I absolutely love to swim. And I love water, it is my favourite element out of the five. I enjoy swimming, and I try to do it as often as I can. I wasn’t able to go swimming during the summer holidays because I’d gone back home, and I didn’t have a membership at the pool there – and I couldn’t take one either, because I wouldn’t have been there continuously for two months. And two days ago, I got back (to the city where I’m currently living and studying in). And today I finally went swimming – after almost two months of not even entering a swimming pool. The feeling was ecstasy.
I love everything about swimming – the cool, blue water, the smooth way it moves when you cut across it and the way the water just lifts you up ever so gently.
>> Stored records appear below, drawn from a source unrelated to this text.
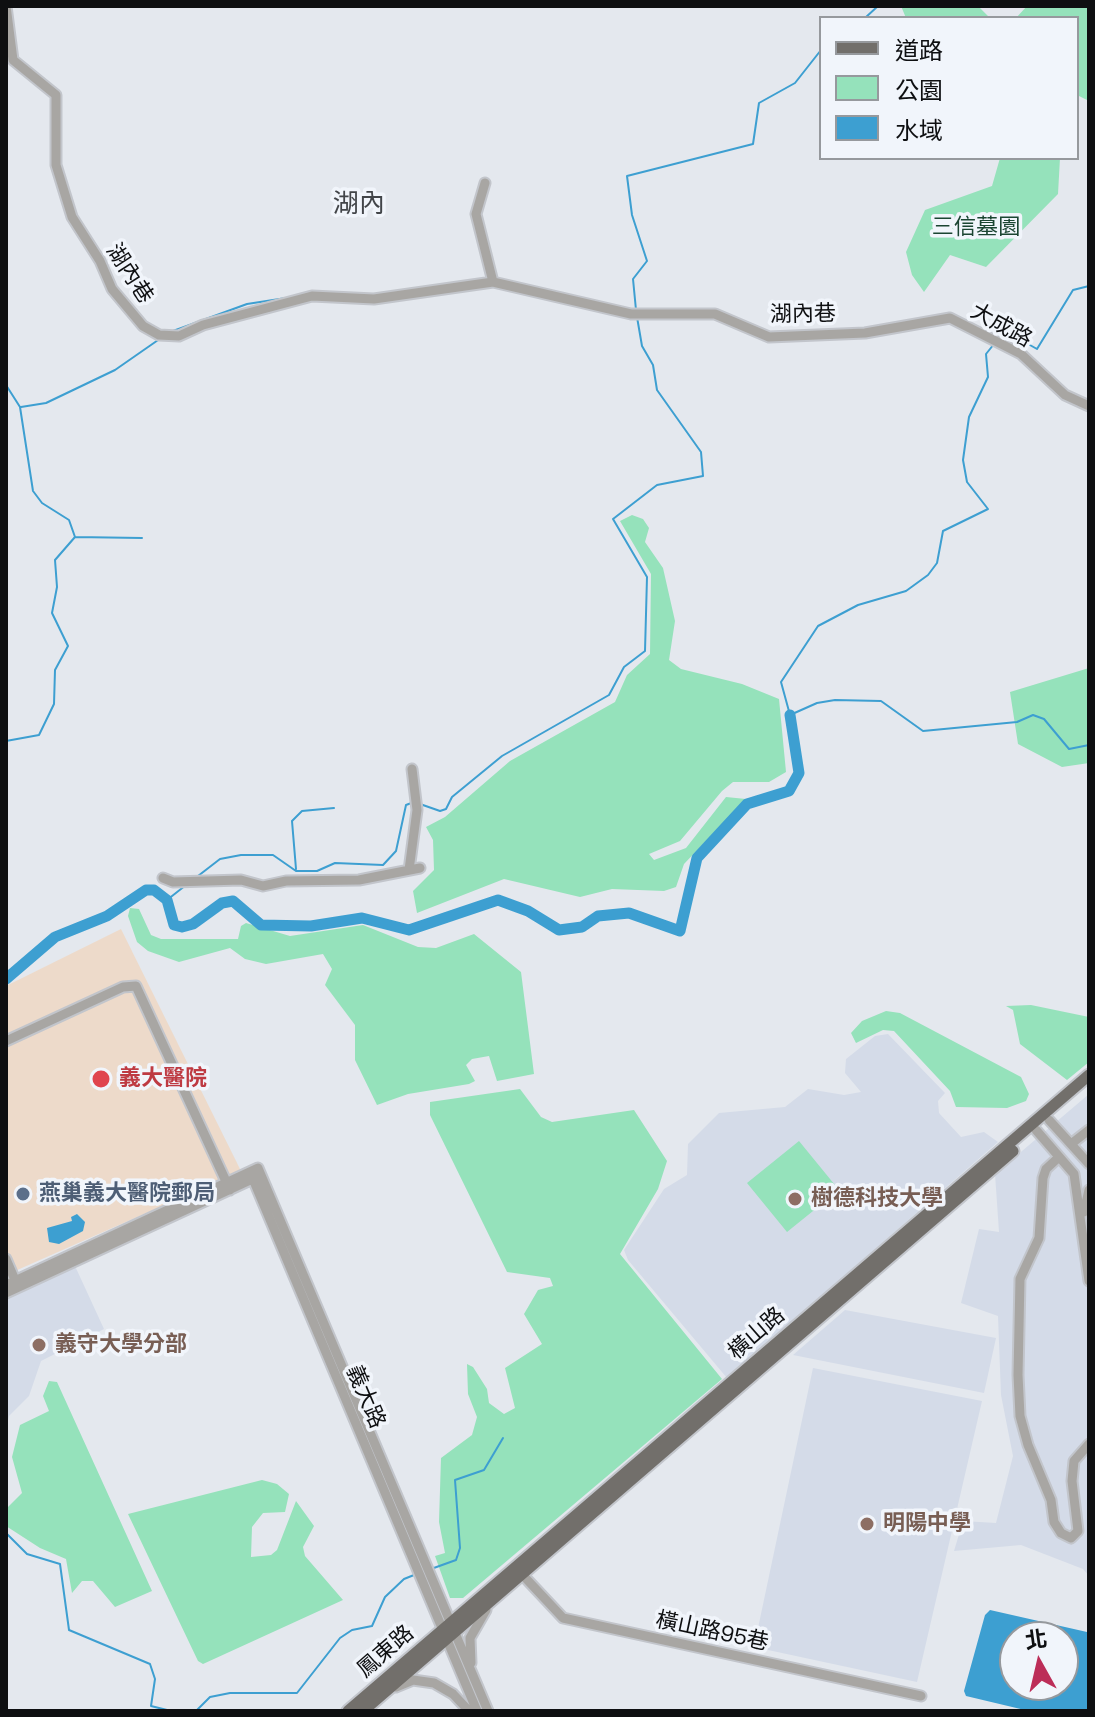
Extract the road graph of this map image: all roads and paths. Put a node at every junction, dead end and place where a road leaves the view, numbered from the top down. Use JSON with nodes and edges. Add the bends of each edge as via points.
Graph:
{"nodes":[{"id":1,"x":6,"y":6,"type":"edge"},
{"id":2,"x":485,"y":183,"type":"dead end"},
{"id":3,"x":493,"y":282,"type":"junction"},
{"id":4,"x":929,"y":319,"type":"joint"},
{"id":5,"x":1089,"y":406,"type":"edge"},
{"id":6,"x":412,"y":769,"type":"dead end"},
{"id":7,"x":163,"y":878,"type":"dead end"},
{"id":8,"x":6,"y":1041,"type":"edge"},
{"id":9,"x":1089,"y":1075,"type":"edge"},
{"id":10,"x":1089,"y":1085,"type":"edge"},
{"id":11,"x":1049,"y":1120,"type":"junction"},
{"id":12,"x":1036,"y":1130,"type":"junction"},
{"id":13,"x":1089,"y":1130,"type":"edge"},
{"id":14,"x":1071,"y":1144,"type":"junction"},
{"id":15,"x":1059,"y":1157,"type":"junction"},
{"id":16,"x":1089,"y":1164,"type":"edge"},
{"id":17,"x":228,"y":1186,"type":"junction"},
{"id":18,"x":1089,"y":1190,"type":"edge"},
{"id":19,"x":1086,"y":1236,"type":"edge"},
{"id":20,"x":6,"y":1259,"type":"edge"},
{"id":21,"x":1089,"y":1281,"type":"edge"},
{"id":22,"x":9,"y":1287,"type":"edge"},
{"id":23,"x":1089,"y":1444,"type":"edge"},
{"id":24,"x":519,"y":1570,"type":"junction"},
{"id":25,"x":494,"y":1600,"type":"junction"},
{"id":26,"x":449,"y":1631,"type":"junction"},
{"id":27,"x":477,"y":1685,"type":"junction"},
{"id":28,"x":921,"y":1696,"type":"dead end"},
{"id":29,"x":380,"y":1698,"type":"junction"},
{"id":30,"x":348,"y":1711,"type":"edge"},
{"id":31,"x":363,"y":1711,"type":"edge"},
{"id":32,"x":469,"y":1711,"type":"edge"},
{"id":33,"x":477,"y":1711,"type":"edge"},
{"id":34,"x":488,"y":1711,"type":"edge"}],
"edges":[{"from":1,"to":3,"type":"street","name":"湖內巷","via":[[13,60],[56,95],[56,165],[72,217],[112,289],[143,326],[169,338],[312,296],[374,299]]},
{"from":2,"to":3,"type":"street","via":[[476,214]]},
{"from":3,"to":4,"type":"street","name":"湖內巷","via":[[631,314],[715,314],[769,337],[865,333]]},
{"from":4,"to":5,"type":"street","name":"大成路","via":[[950,318],[1021,354],[1065,395]]},
{"from":6,"to":7,"type":"street","via":[[417,810],[414,869],[359,880],[263,886],[241,880]]},
{"from":8,"to":17,"type":"street","via":[[123,987],[136,986]]},
{"from":9,"to":24,"type":"main road","name":"橫山路"},
{"from":10,"to":11,"type":"main road","name":"橫山路"},
{"from":11,"to":12,"type":"main road","name":"橫山路"},
{"from":11,"to":14,"type":"street"},
{"from":12,"to":15,"type":"street"},
{"from":12,"to":24,"type":"main road","name":"橫山路"},
{"from":13,"to":14,"type":"street"},
{"from":14,"to":16,"type":"street"},
{"from":15,"to":19,"type":"street","via":[[1074,1174]]},
{"from":15,"to":23,"type":"street","via":[[1043,1178],[1039,1238],[1020,1279],[1018,1375],[1028,1445],[1051,1500],[1054,1522],[1071,1538],[1078,1531],[1074,1461]]},
{"from":17,"to":22,"type":"street","name":"義大路"},
{"from":17,"to":26,"type":"street","name":"義大路","via":[[255,1175]]},
{"from":18,"to":19,"type":"street"},
{"from":19,"to":21,"type":"street"},
{"from":20,"to":22,"type":"street"},
{"from":24,"to":25,"type":"main road","name":"橫山路"},
{"from":24,"to":26,"type":"main road","name":"橫山路"},
{"from":24,"to":28,"type":"street","name":"橫山路95巷","via":[[563,1618]]},
{"from":25,"to":26,"type":"main road","name":"橫山路"},
{"from":25,"to":27,"type":"street","via":[[470,1638]]},
{"from":26,"to":27,"type":"street"},
{"from":26,"to":29,"type":"main road","name":"鳳東路"},
{"from":26,"to":30,"type":"main road","name":"鳳東路"},
{"from":26,"to":33,"type":"street"},
{"from":27,"to":34,"type":"street"},
{"from":29,"to":31,"type":"main road","name":"鳳東路"},
{"from":29,"to":32,"type":"street","via":[[400,1684],[426,1681],[447,1689]]}]}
I love the way sunlight sparkles on the water and makes dancing, shimmering patterns on your skin under water. I love to just float on my back and look at the sky – especially when I swim at night. Swimming gives me a different kind of joy, a sort of peace of mind, and it makes me feel so calm and happy. It helps me clear my mind, it helps me think.
A couple of years back, I went through an extremely horrible phase. I was in depression, and didn’t know what to do about it. I hated feeling so weak and helpless, and I wanted to – I had to – do something to stop feeling that way. And so I started swimming. I’d go every single day, and I’d do laps. Up and down, up and down. Every time I went from one side to the other, I kept repeating the goals I wanted to achieve in life in my head, and told myself that I would achieve them if I got to the other side. And every time I did reach the other side, my confidence in myself would grow a little, and that made me happier. I wasn’t a really good swimmer then, because I’d only recently learnt how to, but I kept at it. And I’m happy to say I’ve improved greatly since then (not that I’m a great swimmer now, but I swim well enough).
Whenever I’m swimming, I’m the happiest.
And that is how swimming helped me overcome the most troubled phase of my life, it pulled me out of depression, and helped me feel happy again. It mended my shattered self-confidence, and helped me focus on the things in life that really mattered. And that is why I’m so in love with it. Because it gives me strength – not just physically, but mentally as well.